§ Your task
Down to the last line, repeat the entries exactly and drop any image.

§ Data section
————
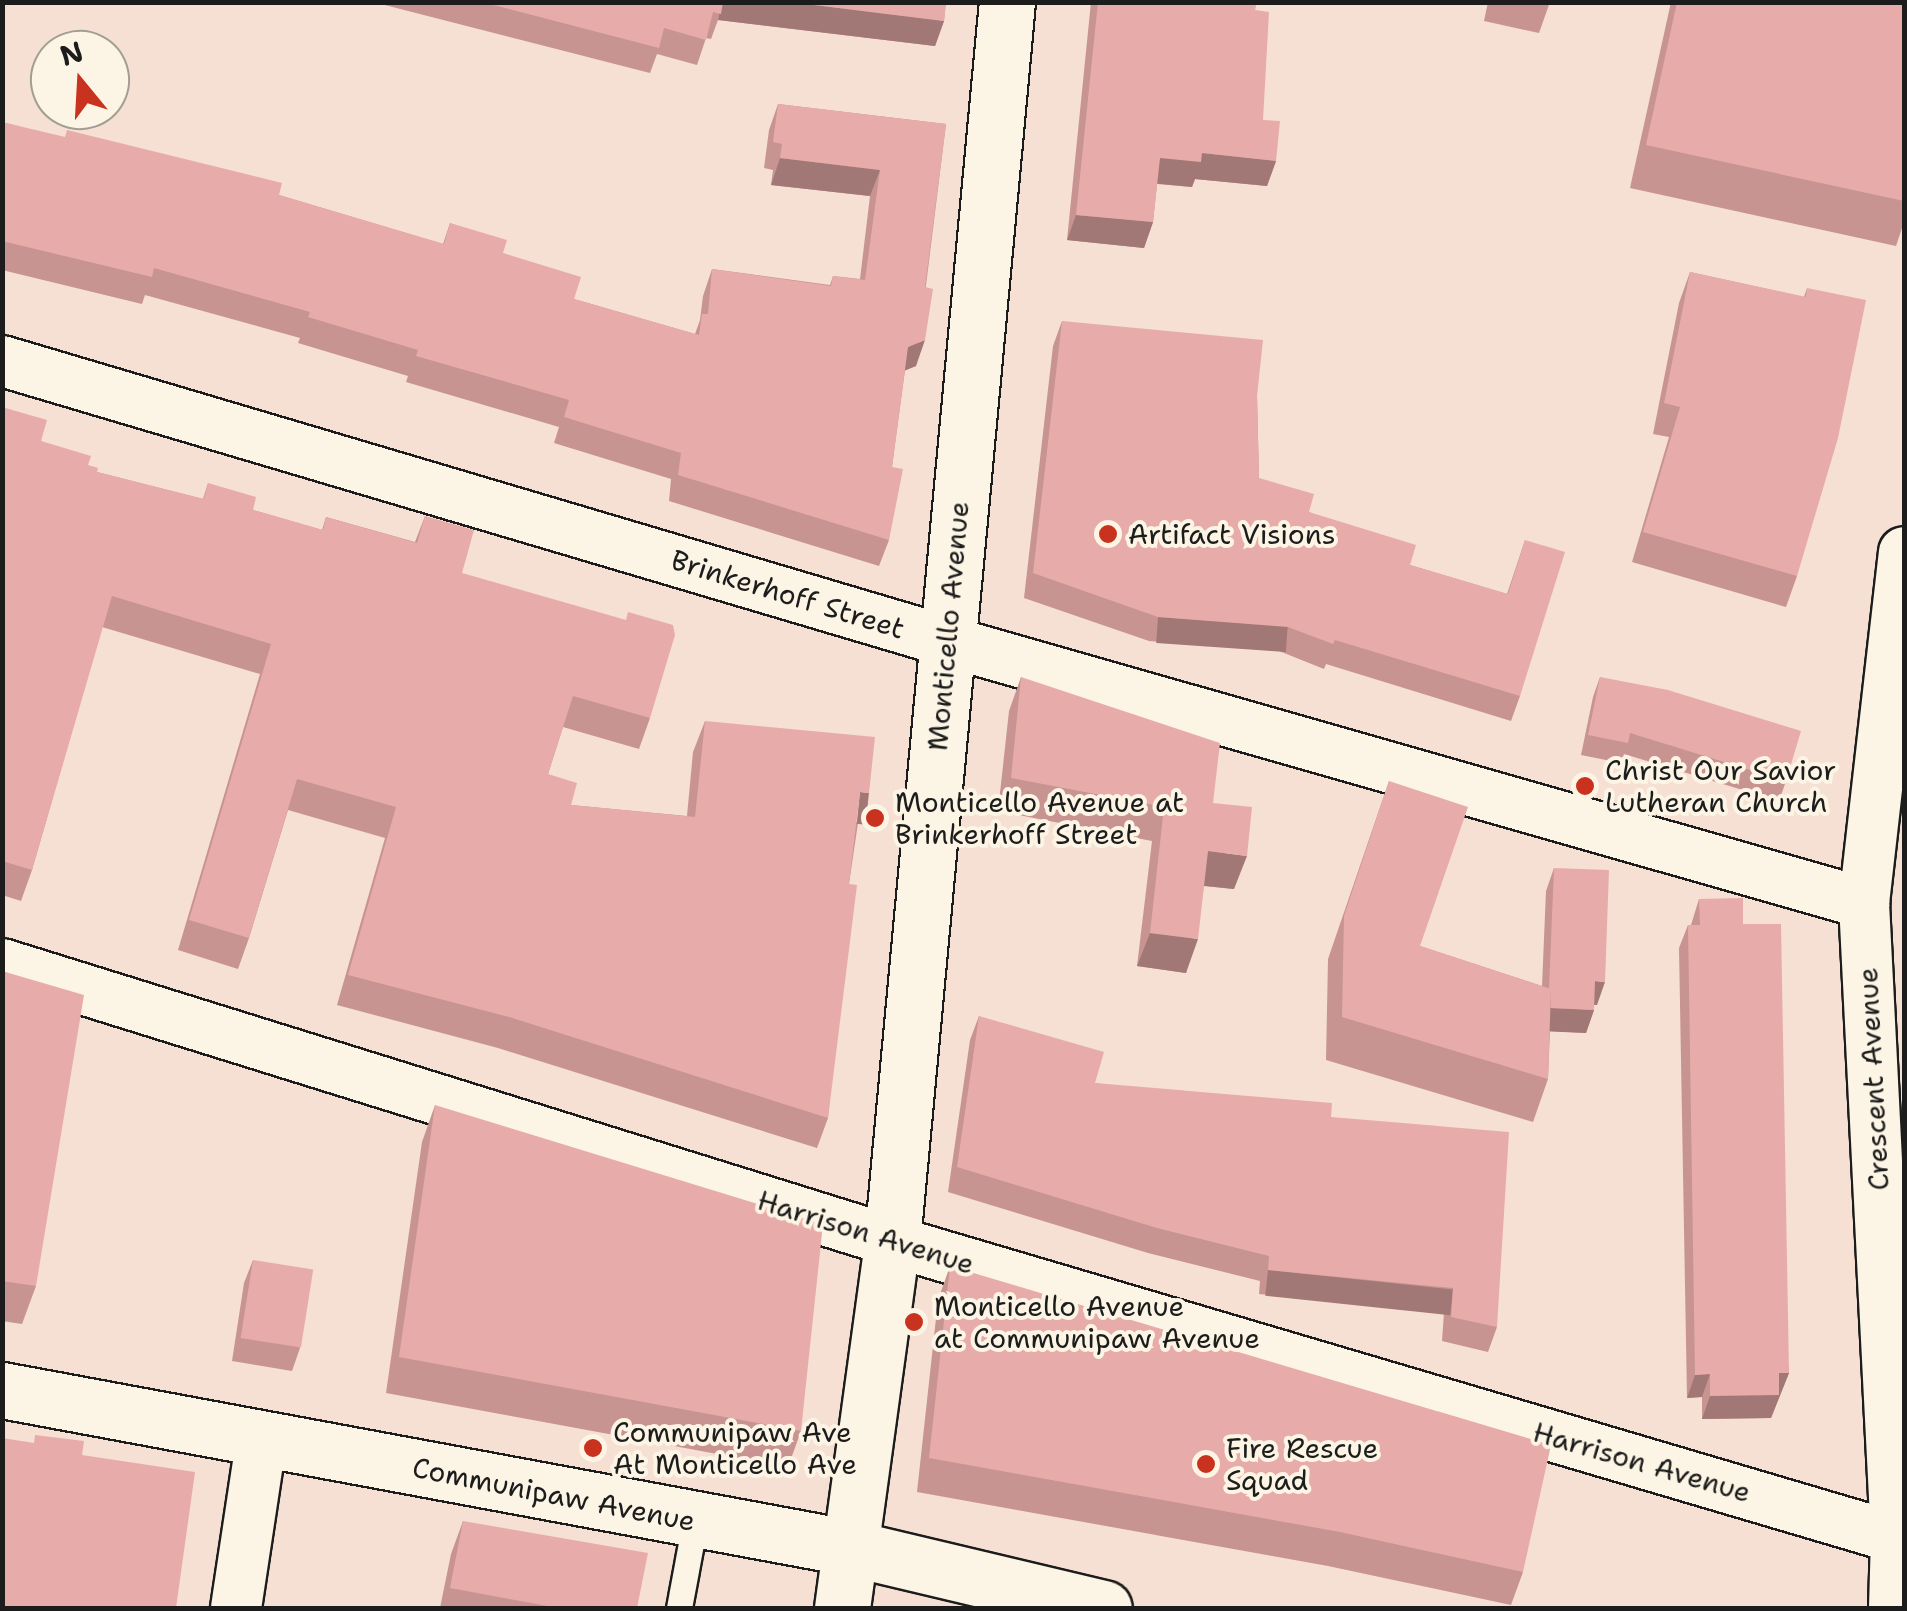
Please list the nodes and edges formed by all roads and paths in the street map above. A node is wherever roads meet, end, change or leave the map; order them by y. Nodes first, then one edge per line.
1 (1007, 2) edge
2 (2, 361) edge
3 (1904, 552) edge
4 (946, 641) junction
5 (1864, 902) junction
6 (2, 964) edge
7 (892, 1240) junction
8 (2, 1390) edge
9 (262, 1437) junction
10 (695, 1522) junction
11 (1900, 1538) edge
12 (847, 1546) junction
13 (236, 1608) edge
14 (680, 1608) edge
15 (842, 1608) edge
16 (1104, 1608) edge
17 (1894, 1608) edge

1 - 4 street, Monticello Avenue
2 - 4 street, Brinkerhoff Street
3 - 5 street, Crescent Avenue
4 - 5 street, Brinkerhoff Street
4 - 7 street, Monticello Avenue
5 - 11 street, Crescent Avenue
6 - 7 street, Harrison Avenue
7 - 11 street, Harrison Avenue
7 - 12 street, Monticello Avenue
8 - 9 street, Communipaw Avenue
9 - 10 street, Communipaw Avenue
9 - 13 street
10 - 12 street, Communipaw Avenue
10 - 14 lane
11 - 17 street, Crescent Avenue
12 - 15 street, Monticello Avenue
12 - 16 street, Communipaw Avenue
————
§ Response box
Please list the nodes and edges formed by all roads and paths in the street map above. A node is wherever roads meet, end, change or leave the map; order them by y. Nodes first, then one edge per line.
1 (1007, 2) edge
2 (2, 361) edge
3 (1904, 552) edge
4 (946, 641) junction
5 (1864, 902) junction
6 (2, 964) edge
7 (892, 1240) junction
8 (2, 1390) edge
9 (262, 1437) junction
10 (695, 1522) junction
11 (1900, 1538) edge
12 (847, 1546) junction
13 (236, 1608) edge
14 (680, 1608) edge
15 (842, 1608) edge
16 (1104, 1608) edge
17 (1894, 1608) edge

1 - 4 street, Monticello Avenue
2 - 4 street, Brinkerhoff Street
3 - 5 street, Crescent Avenue
4 - 5 street, Brinkerhoff Street
4 - 7 street, Monticello Avenue
5 - 11 street, Crescent Avenue
6 - 7 street, Harrison Avenue
7 - 11 street, Harrison Avenue
7 - 12 street, Monticello Avenue
8 - 9 street, Communipaw Avenue
9 - 10 street, Communipaw Avenue
9 - 13 street
10 - 12 street, Communipaw Avenue
10 - 14 lane
11 - 17 street, Crescent Avenue
12 - 15 street, Monticello Avenue
12 - 16 street, Communipaw Avenue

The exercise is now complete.